Hybrid state of charge estimation for lithium-ion battery under dynamic operating conditions

Lithium-ion battery is widely used in various industrial applications including electric vehicles (EVs) and distributed grids due to its high energy density and long service life. As an essential performance indicator, state of charge (SOC) reflects the residual capacity of a battery. To ensure the safe operation of systems, it is vital to obtain battery SOC accurately. However, as a parameter which cannot be directly measured, the battery SOC are influenced not only by the measurement noise but also the cell temperature. Focusing on these challenging issues, this paper proposes a hybrid model to estimate the lithium-ion battery SOC under dynamic conditions.

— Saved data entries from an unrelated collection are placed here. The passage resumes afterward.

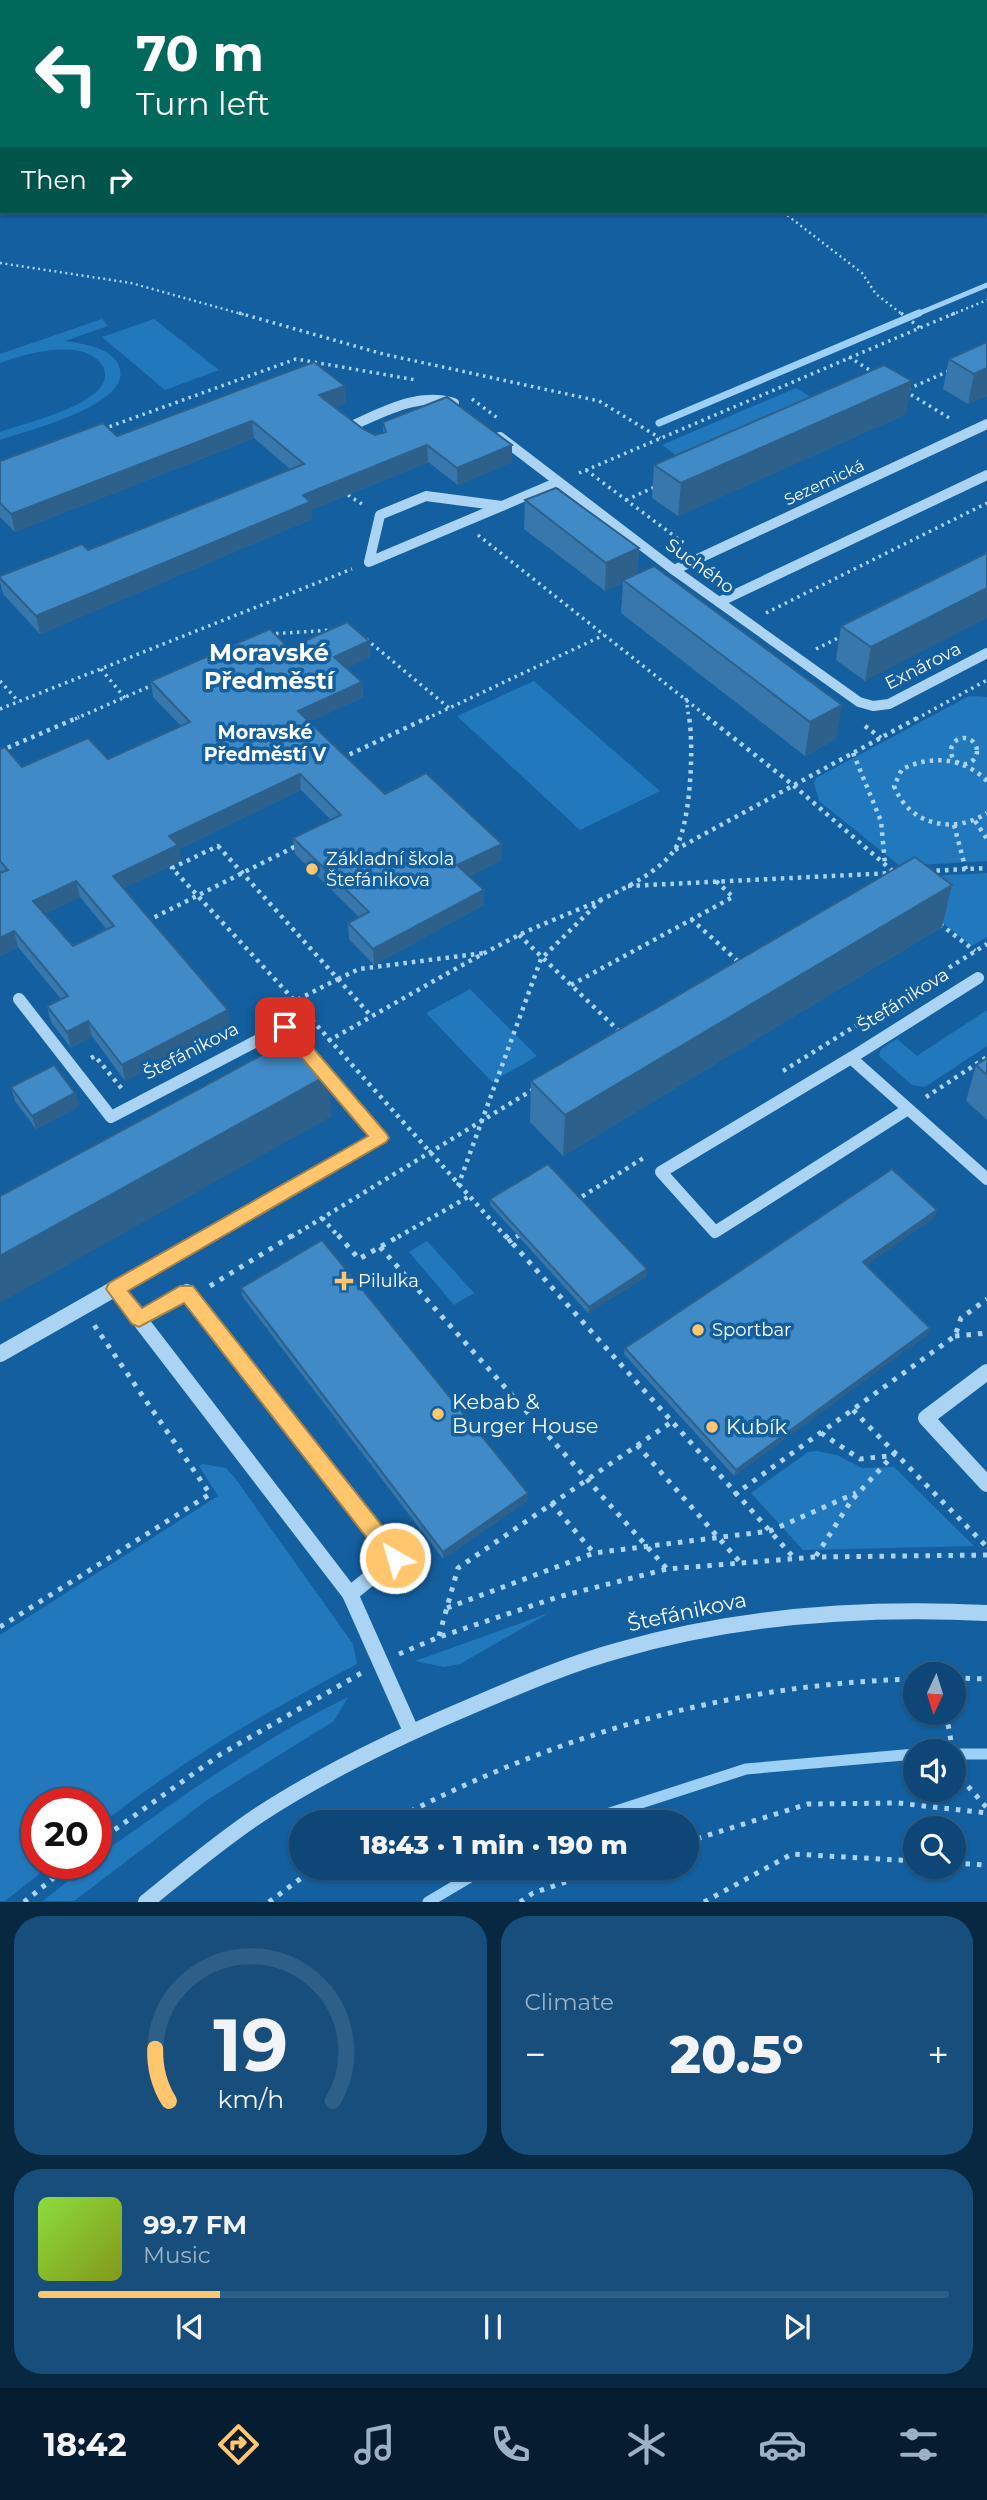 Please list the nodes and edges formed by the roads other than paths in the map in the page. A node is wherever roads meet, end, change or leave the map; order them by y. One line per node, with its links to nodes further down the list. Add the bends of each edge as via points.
1 (461, 408): 4 (street, via 435,398 416,401 351,426)
2 (987, 424): 8 (street, Sezemická)
3 (493, 432): 6 (street, Suchého)
4 (370, 439)
5 (987, 475): 9 (street)
6 (558, 482): 7 (street); 8 (street, Suchého)
7 (503, 506): 7 (street, via 426,496 380,515 369,562)
8 (674, 570): 9 (street, Suchého)
9 (719, 602): 11 (street, Suchého, via 859,702)
10 (987, 653): 11 (street, Exnárova, via 888,704)
11 (873, 706)
12 (978, 978): 14 (street, Štefánikova)
13 (19, 999): 17 (street, Štefánikova, via 111,1117 285,1027 380,1138)
14 (851, 1058): 15 (street, Štefánikova); 15 (street, Štefánikova, via 661,1172 715,1232)
15 (908, 1109): 16 (street, Štefánikova)
16 (987, 1179)
17 (116, 1289): 18 (street); 19 (street, Štefánikova)
18 (139, 1319): 22 (street); 22 (street, via 187,1292 395,1558)
19 (0, 1354)
20 (987, 1372): 21 (street, via 926,1418)
21 (987, 1485)
22 (350, 1594): 24 (street)
23 (987, 1612): 24 (street, Štefánikova, via 834,1613 696,1630 584,1661)
24 (411, 1731): 25 (street, Štefánikova, via 276,1804)
25 (146, 1902) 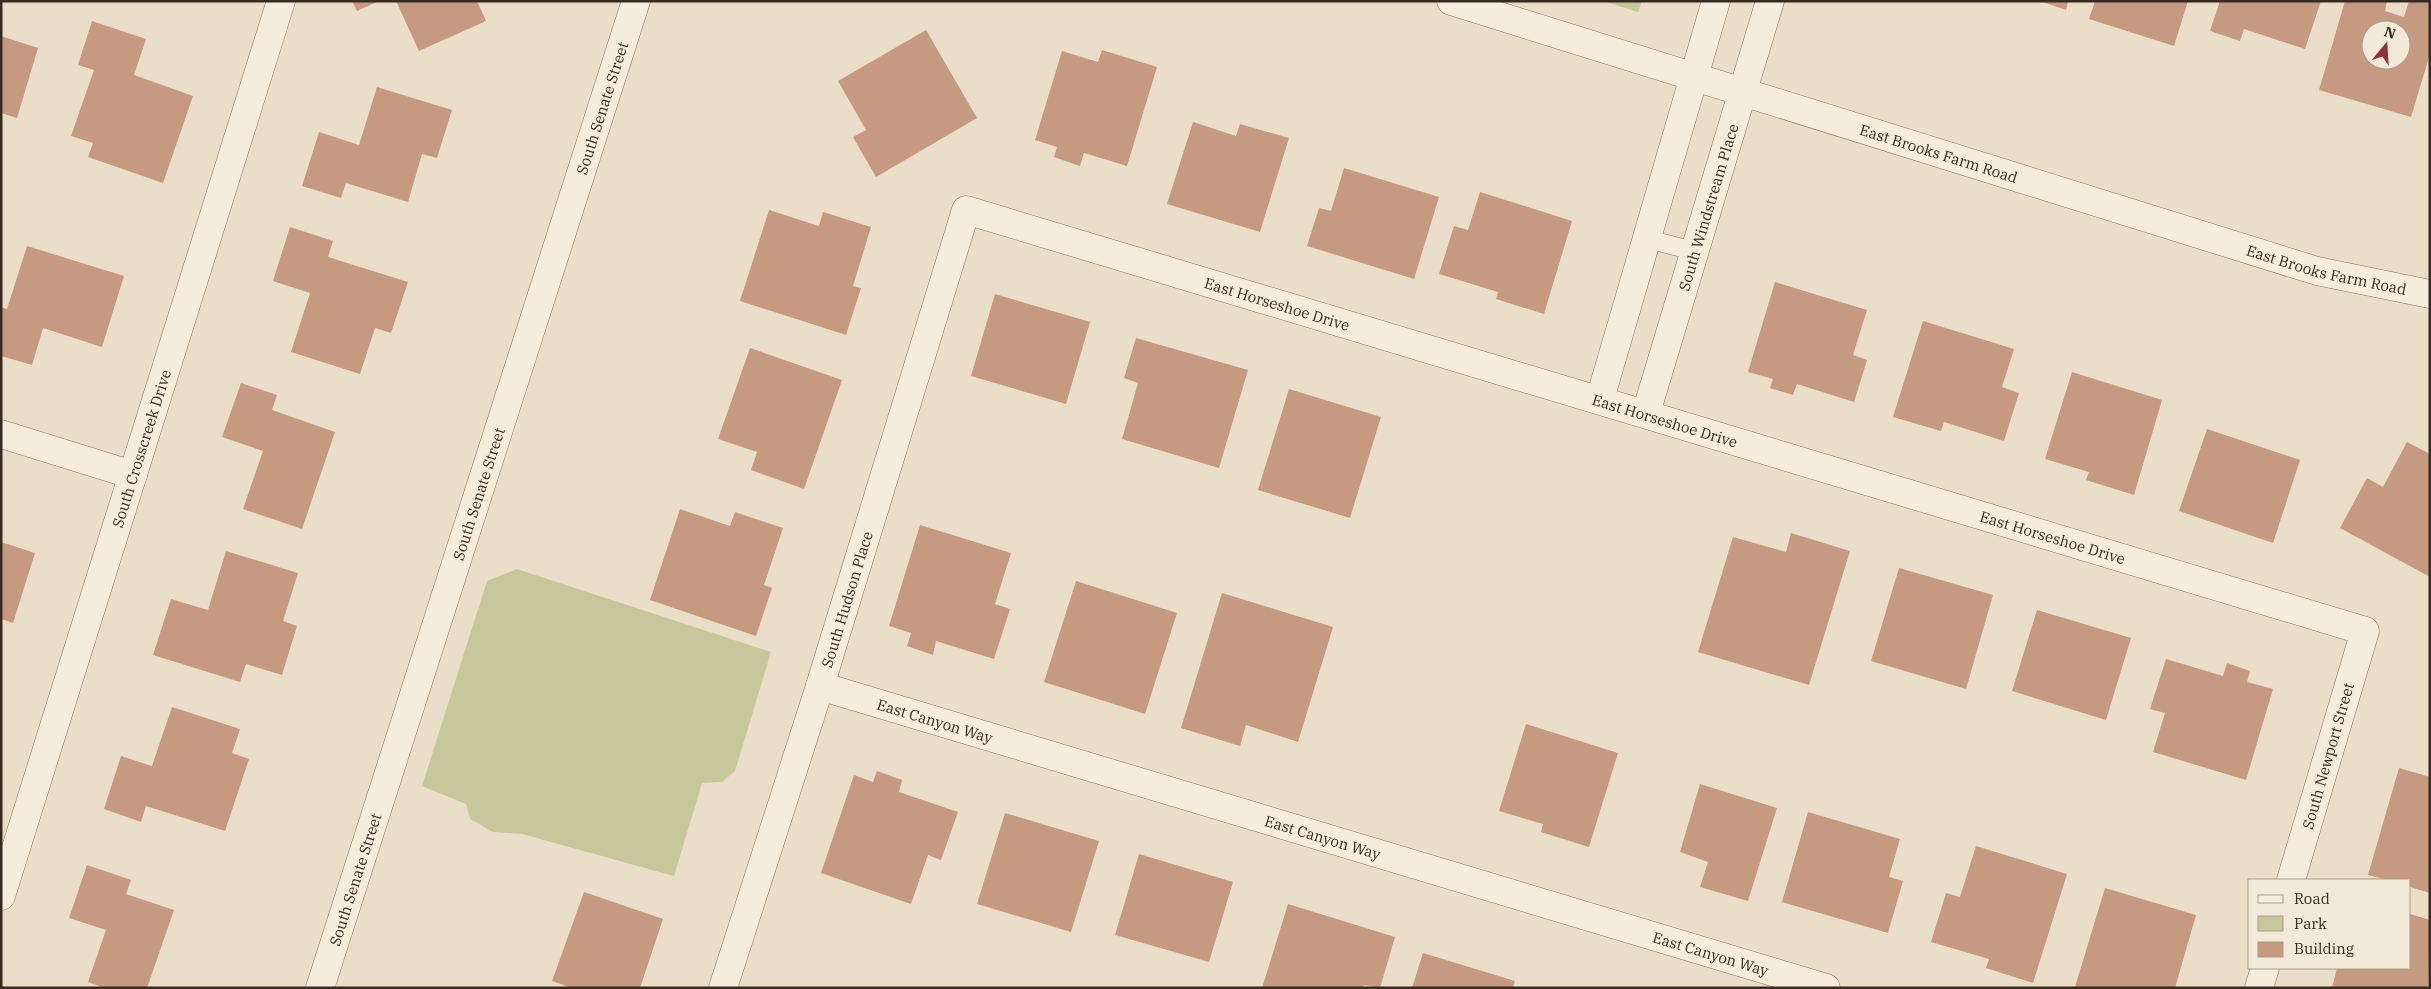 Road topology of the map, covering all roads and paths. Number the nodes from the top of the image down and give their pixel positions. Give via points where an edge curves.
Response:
1 (281, 1) edge
2 (636, 1) edge
3 (1452, 1) edge
4 (1716, 1) edge
5 (1770, 1) edge
6 (1694, 76) junction
7 (1743, 90) junction
8 (966, 210) joint
9 (1647, 239) junction
10 (1694, 251) junction
11 (2430, 294) edge
12 (1600, 400) junction
13 (1646, 413) junction
14 (1, 434) edge
15 (133, 475) junction
16 (2365, 631) joint
17 (820, 686) junction
18 (2291, 879) edge
19 (1, 896) edge
20 (2265, 969) edge
21 (320, 988) edge
22 (723, 988) edge
23 (1826, 988) edge
24 (2259, 988) edge

1 - 15 street, South Crosscreek Drive
2 - 21 street, South Senate Street
3 - 6 street, East Brooks Farm Road
4 - 6 street
5 - 7 street, South Windstream Place
6 - 7 street, East Brooks Farm Road
6 - 9 street
7 - 10 street, South Windstream Place
7 - 11 street, East Brooks Farm Road via 2317,270
8 - 12 street, East Horseshoe Drive
8 - 17 street, South Hudson Place
9 - 10 lane
9 - 12 street
10 - 13 street, South Windstream Place
12 - 13 street, East Horseshoe Drive
13 - 16 street, East Horseshoe Drive
14 - 15 street
15 - 19 street, South Crosscreek Drive
16 - 18 street, South Newport Street
17 - 22 street, South Hudson Place
17 - 23 street, East Canyon Way
20 - 24 street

This method consists of deep belief network (DBN) and the Kalman filter (1CF). The battery electric current, terminal voltage and temperature are used as the input of the proposed model of which output is the SOC. With the powerful nonlinear fitting capability of the DBN, the model can extract relationship between the measurable parameters and battery SOC. The KF algorithm is utilized to eliminate the effects from measurement noise and improve the estimation accuracy. Experiments under different operation conditions are carried out with commercial lithium-ion batteries. The biggest average estimation error is less than 2.2% which indicates that the proposed method is promising for battery SOC estimation especially for the complex operation conditions.